Provided data below:

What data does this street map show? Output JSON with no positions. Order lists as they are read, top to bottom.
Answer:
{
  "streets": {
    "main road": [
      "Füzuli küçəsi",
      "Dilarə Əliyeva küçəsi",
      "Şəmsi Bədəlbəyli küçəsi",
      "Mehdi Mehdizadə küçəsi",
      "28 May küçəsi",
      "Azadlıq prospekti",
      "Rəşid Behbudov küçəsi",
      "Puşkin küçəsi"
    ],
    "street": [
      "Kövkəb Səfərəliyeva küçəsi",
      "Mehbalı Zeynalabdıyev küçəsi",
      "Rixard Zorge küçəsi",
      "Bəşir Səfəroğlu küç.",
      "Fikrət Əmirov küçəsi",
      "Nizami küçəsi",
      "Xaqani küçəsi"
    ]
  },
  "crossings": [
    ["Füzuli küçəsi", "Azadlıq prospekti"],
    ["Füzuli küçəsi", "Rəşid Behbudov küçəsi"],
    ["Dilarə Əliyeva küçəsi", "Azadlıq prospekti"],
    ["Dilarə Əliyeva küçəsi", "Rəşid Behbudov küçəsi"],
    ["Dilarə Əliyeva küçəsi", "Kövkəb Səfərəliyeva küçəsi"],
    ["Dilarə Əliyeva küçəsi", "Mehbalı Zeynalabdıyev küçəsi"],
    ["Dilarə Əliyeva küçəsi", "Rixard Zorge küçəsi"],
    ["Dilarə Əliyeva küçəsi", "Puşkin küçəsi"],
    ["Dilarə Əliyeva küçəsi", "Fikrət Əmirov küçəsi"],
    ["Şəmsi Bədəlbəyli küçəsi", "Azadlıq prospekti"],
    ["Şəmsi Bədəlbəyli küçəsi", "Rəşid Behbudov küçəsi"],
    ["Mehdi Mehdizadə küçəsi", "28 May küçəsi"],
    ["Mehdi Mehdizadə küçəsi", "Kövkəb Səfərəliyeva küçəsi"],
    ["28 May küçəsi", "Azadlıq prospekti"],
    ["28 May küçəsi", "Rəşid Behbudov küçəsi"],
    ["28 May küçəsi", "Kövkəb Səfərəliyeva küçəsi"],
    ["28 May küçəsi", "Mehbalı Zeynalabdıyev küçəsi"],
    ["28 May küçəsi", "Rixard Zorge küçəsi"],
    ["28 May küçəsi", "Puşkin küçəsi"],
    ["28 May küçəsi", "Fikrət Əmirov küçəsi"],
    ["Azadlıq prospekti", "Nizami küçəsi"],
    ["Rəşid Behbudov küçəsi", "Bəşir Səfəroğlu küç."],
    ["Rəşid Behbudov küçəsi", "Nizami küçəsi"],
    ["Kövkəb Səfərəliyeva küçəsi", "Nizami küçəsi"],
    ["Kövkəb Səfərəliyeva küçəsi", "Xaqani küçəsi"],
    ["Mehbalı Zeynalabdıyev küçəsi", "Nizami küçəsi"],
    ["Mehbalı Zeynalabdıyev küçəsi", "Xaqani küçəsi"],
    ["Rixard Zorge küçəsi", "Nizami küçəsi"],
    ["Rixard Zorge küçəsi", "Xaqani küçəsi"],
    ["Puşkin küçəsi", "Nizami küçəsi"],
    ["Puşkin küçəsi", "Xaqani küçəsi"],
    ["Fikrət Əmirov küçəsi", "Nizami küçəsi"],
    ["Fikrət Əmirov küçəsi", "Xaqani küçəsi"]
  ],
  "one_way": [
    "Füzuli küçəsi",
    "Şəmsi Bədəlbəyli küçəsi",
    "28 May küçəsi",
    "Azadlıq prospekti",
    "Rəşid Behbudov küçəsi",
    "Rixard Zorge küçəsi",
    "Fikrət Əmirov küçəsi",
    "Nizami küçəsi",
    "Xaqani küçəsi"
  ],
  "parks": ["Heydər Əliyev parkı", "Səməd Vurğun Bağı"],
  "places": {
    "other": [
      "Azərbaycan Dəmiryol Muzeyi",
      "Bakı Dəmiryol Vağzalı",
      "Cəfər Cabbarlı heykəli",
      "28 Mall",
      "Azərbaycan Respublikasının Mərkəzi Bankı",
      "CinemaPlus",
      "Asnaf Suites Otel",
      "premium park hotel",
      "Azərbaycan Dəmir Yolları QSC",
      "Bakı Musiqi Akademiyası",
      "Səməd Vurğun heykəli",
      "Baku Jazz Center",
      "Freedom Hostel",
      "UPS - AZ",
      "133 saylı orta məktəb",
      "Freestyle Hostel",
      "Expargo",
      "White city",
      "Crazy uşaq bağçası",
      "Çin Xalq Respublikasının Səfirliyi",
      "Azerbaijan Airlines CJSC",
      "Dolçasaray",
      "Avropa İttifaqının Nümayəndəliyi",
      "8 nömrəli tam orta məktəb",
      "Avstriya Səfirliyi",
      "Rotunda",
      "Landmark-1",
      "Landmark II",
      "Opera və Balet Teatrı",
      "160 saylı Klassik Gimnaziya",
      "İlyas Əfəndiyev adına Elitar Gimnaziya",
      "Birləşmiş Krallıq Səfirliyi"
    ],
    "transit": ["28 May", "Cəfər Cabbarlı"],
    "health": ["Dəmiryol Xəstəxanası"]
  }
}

End of Provided data.
Provided data below:

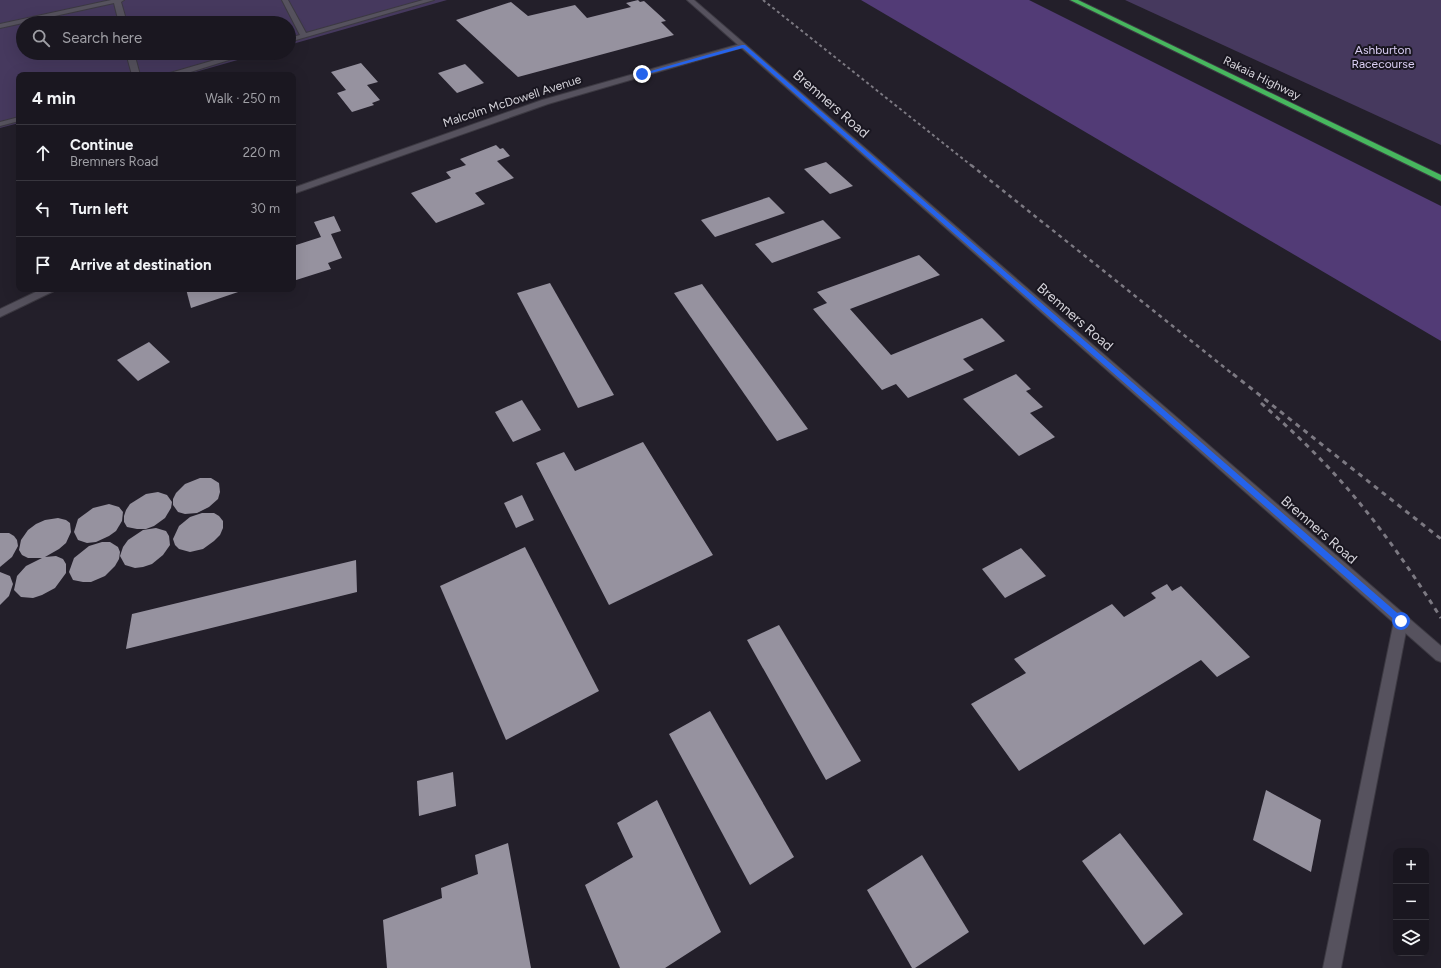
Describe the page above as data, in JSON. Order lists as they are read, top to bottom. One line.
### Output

End of Provided data.

Work to complete
What is the number of lines in the listing above that contain the word "Output"? Reply with that number alone.

Result for this task
2